Determine the amount of heat (in \(\mathrm{kJ}\) ) given off when \(1.26 \times 10^{4} \mathrm{~g}\) of ammonia are produced according to the equation $$ \begin{aligned} \mathrm{N}_{2}(g)+3 \mathrm{H}_{2}(g) \longrightarrow & 2 \mathrm{NH}_{3}(g) \\\ \Delta H_{\mathrm{rxn}}^{\circ} &=-92.6 \mathrm{~kJ} / \mathrm{mol} \end{aligned} $$ Assume that the reaction takes place under standardstate conditions at \(25^{\circ} \mathrm{C}\).

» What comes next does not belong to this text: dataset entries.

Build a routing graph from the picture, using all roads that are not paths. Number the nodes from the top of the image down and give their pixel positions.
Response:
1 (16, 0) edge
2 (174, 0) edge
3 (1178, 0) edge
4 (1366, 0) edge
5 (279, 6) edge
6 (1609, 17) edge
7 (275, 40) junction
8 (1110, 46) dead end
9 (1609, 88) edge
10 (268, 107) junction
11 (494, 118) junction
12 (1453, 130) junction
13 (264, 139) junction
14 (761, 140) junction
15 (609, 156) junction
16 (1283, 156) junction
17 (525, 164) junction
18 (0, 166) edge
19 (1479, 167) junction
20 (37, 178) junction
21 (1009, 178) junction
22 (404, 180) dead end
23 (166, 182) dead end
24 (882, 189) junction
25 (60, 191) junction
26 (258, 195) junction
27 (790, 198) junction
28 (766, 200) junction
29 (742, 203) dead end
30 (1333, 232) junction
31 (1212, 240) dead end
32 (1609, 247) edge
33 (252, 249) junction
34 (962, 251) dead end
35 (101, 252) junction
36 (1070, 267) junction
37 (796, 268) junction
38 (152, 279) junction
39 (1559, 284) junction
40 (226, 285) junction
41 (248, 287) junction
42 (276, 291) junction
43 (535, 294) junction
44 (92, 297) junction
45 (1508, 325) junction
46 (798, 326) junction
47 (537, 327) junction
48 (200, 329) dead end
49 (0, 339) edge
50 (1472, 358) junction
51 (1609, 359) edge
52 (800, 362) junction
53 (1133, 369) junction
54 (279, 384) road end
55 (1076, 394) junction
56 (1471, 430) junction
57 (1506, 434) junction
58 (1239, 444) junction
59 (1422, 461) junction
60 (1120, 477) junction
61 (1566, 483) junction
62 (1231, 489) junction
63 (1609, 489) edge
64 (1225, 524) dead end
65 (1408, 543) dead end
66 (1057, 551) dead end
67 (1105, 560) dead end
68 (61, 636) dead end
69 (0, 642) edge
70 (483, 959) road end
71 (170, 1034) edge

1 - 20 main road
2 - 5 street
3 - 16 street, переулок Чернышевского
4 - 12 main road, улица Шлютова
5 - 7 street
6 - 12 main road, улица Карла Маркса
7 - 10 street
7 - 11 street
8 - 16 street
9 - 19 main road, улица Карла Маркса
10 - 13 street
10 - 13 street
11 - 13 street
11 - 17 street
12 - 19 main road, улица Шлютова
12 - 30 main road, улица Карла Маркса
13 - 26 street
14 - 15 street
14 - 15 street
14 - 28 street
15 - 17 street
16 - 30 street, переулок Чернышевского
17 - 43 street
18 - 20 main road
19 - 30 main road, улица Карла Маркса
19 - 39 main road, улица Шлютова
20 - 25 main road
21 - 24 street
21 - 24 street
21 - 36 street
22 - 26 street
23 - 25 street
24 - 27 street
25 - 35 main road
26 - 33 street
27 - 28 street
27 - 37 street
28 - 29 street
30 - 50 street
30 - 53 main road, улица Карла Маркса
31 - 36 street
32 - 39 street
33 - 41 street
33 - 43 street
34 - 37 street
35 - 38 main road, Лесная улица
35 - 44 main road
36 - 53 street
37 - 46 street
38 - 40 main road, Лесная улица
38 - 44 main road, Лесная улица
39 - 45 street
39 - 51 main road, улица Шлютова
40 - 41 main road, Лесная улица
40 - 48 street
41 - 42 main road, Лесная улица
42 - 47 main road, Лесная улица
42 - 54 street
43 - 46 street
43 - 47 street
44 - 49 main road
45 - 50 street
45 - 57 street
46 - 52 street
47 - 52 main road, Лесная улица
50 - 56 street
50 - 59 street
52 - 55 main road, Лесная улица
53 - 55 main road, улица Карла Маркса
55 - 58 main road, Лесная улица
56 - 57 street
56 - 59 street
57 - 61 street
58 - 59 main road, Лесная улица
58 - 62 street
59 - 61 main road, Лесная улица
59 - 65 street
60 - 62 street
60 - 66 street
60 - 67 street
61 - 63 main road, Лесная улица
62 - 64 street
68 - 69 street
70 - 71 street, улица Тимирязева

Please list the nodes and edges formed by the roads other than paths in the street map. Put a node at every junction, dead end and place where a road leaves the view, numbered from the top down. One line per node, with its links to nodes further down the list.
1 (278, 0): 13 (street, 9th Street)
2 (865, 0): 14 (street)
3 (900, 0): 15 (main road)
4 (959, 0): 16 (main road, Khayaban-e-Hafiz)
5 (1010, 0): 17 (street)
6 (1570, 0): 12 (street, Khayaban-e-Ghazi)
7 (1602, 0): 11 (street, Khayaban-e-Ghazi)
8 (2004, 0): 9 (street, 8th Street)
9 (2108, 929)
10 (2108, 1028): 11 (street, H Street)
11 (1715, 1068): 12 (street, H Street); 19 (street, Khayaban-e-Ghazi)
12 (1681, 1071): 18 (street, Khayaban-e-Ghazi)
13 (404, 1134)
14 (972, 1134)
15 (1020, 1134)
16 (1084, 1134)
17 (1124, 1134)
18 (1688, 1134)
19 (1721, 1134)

The concept of enthalpy change is central to understanding energy transfer during chemical reactions. Enthalpy change, denoted as \( \Delta H \), represents the heat absorbed or released by a chemical reaction under constant pressure. It's a measure of the energy change in a system. While the overall energy of a system can't be measured directly, we can measure changes in energy, which is what \( \Delta H \) represents.

In chemical reactions, when bonds between atoms are broken and formed, energy is either consumed or produced. If the reaction releases heat, it is exothermic, and \( \Delta H \) will be negative, indicating that the system is giving heat to its surroundings. Conversely, if the reaction absorbs heat, it is endothermic, and \( \Delta H \) will be positive.

• An exothermic reaction example involves the formation of ammonia from nitrogen and hydrogen, where heat is released, and \( \Delta H \) is negative.
• An endothermic reaction might involve the decomposition of calcium carbonate, where the system absorbs heat from the surroundings, and \( \Delta H \) is positive.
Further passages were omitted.